The WebSphere® MQ logging environment is established using the system parameter macros to specify options, such as whether to have single or dual active logs, what media to use for the archive log volumes, and how many log buffers to have. These macros are described in Task 14: Create the bootstrap and log data sets and Task 18: Tailor your system parameter module.
This section contains information about the following topics:

Planning your logs
Log data set definitions
Logs and archive storage
Planning your log archive storage.

Note: If you are using queue-sharing groups, ensure that you define the bootstrap and log data sets with SHAREOPTIONS(2 3).

Log data set definitions

Use this topic to decide on the most appropriate configuration for your log data sets.
This topic contains information about the following:

Should your installation use single or dual logging?
How many active log data sets do you need?
How large should the active logs be?
Active log placement
Should your installation use single or dual logging?

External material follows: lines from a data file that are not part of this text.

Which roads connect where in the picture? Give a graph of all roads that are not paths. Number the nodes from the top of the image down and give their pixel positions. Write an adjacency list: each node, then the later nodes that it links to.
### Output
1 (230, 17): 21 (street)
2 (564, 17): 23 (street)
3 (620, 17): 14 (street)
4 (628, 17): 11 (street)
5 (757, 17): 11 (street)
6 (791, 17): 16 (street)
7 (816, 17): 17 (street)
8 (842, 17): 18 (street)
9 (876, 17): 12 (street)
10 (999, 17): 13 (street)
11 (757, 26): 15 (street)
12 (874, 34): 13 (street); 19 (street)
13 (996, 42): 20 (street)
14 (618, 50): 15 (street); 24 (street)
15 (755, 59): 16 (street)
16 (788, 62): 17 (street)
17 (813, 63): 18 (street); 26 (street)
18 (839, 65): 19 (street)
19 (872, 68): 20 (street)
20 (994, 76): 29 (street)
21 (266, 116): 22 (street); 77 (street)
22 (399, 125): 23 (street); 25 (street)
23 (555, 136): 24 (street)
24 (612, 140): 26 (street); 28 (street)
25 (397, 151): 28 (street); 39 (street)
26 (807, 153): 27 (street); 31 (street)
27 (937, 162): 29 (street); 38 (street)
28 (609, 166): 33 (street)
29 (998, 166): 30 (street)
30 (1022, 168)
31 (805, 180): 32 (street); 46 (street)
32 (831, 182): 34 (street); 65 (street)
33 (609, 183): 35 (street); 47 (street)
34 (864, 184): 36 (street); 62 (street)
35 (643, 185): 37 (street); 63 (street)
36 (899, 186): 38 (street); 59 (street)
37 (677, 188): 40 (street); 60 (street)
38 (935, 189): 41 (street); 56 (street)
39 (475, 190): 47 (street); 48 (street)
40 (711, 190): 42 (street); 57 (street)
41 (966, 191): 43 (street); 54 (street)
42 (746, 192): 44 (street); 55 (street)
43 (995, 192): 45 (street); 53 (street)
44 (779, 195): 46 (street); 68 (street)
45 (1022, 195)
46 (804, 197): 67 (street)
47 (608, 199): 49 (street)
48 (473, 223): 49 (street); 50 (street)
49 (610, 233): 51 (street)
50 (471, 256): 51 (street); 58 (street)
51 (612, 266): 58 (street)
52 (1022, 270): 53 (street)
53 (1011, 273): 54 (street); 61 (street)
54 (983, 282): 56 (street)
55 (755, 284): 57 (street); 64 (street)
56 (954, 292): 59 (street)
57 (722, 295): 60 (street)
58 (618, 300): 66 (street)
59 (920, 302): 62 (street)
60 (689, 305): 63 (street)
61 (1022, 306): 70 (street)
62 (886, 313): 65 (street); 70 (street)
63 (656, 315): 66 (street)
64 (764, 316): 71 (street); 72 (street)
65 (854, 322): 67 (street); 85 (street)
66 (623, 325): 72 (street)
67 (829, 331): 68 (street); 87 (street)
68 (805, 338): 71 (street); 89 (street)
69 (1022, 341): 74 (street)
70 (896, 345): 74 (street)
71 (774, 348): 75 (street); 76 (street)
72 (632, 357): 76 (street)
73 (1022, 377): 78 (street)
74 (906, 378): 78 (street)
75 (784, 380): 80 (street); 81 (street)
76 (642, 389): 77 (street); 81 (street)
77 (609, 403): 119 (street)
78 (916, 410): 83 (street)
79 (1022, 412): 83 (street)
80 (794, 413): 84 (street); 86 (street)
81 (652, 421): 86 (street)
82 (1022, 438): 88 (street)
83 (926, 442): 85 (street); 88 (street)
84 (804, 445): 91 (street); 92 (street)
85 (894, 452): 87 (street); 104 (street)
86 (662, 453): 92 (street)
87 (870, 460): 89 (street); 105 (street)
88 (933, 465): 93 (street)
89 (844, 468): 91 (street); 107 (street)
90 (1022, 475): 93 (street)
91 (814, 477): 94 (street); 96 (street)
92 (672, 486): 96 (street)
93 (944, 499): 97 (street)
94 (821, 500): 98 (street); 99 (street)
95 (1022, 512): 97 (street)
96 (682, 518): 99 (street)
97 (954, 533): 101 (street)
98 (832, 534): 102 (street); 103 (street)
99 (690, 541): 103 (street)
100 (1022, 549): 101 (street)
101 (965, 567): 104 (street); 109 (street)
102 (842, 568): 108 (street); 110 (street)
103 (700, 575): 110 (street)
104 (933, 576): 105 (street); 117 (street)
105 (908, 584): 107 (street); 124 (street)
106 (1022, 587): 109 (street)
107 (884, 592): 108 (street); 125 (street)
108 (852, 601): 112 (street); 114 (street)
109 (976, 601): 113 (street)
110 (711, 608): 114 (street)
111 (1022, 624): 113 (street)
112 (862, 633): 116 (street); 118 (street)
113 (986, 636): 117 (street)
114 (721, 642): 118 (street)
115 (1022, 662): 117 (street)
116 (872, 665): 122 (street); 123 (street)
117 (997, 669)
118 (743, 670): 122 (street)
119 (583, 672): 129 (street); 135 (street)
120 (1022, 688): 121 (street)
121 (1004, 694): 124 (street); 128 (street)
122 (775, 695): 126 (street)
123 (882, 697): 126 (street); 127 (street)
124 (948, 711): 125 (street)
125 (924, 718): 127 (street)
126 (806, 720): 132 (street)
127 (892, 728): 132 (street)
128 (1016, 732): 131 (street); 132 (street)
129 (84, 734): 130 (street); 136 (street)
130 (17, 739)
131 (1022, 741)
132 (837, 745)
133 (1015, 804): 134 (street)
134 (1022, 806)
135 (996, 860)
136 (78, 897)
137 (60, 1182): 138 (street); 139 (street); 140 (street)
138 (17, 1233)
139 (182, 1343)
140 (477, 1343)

In general you should use dual logging for production to minimize the risk of losing data. If you want your test system to reflect production both should use dual logging, other wise test systems can use single logging.

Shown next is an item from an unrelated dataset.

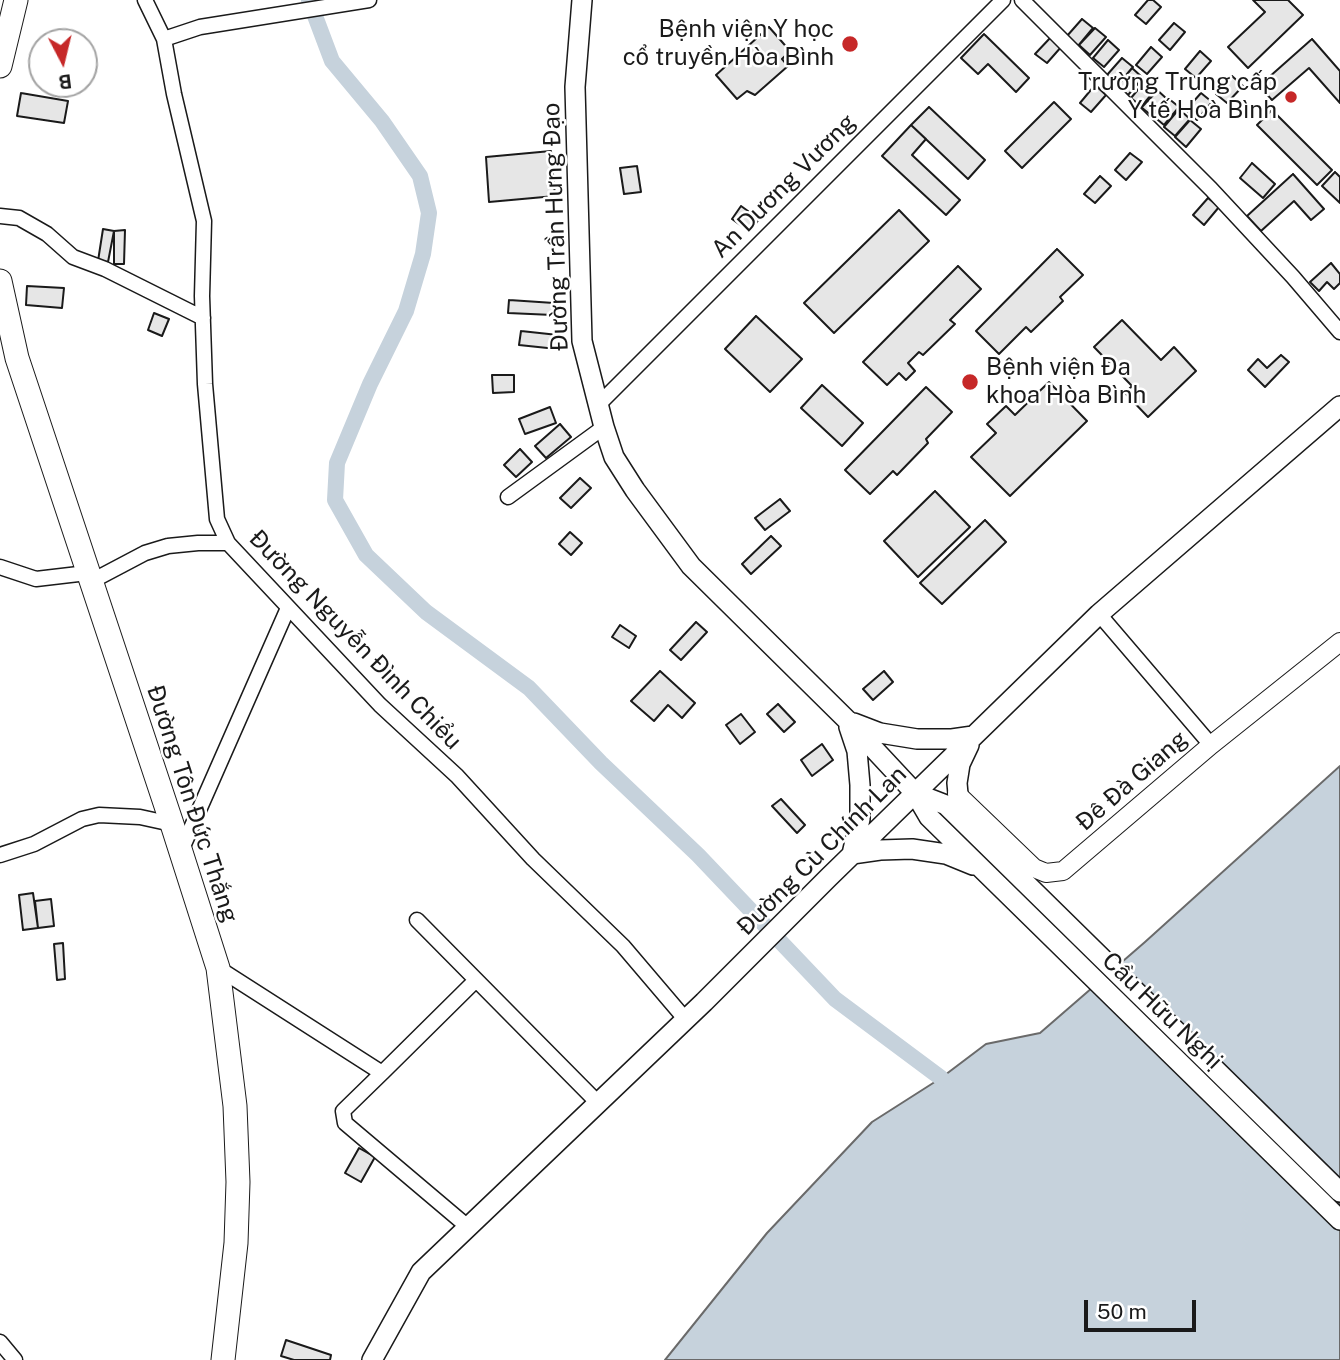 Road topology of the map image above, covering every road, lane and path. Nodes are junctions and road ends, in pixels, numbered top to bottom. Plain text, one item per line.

With single logging data is written to one set of log data sets. With dual logging data is written to two sets of log data sets, so in the event of a problem with one log data set, such as the data set being accidentally deleted, the equivalent data set in the other set of logs can be used to recover the data. With dual logging you will require twice as much DASD as with single logging.

If you are using dual logging, then also use dual BSDSs and dual archiving to ensure adequate provision for data recovery.

Dual active logging adds a small performance cost.
Attention: Always use dual logging and dual BSDSs rather than dual writing to DASD (mirroring). If a mirrored data set is accidentally deleted, both copies are lost.

If you use persistent messages, single logging can increase maximum throughput by 10-30% and can also improve response times.

Single logging uses 2 – 31 active log data sets, whereas dual logging uses 4 – 62 to provide the same number of active logs. Thus single logging reduces the amount of data logged, which might be important if your installation is I/O constrained.

How many active log data sets do you need?

The number of logs depends on the activities of your queue manager. For a test system with low throughput, 3 active log data sets may be suitable. For a high throughput production system you may want the maximum number of logs available, so if there is a problem with offloading logs you have more time to resolve the problems.

You must have at least three active log data sets but it is preferable to define more. For example, if the time taken to fill a log is likely to approach the time taken to archive a log during peak load, define more logs. You are also recommended to define more logs to offset possible delays in log archiving. If you use archive logs on tape, allow for the time required to mount the tape.

Consider having enough active log space to keep a day’s worth of data, in case the system is unable to archive because of lack of DASD or because it cannot write to tape.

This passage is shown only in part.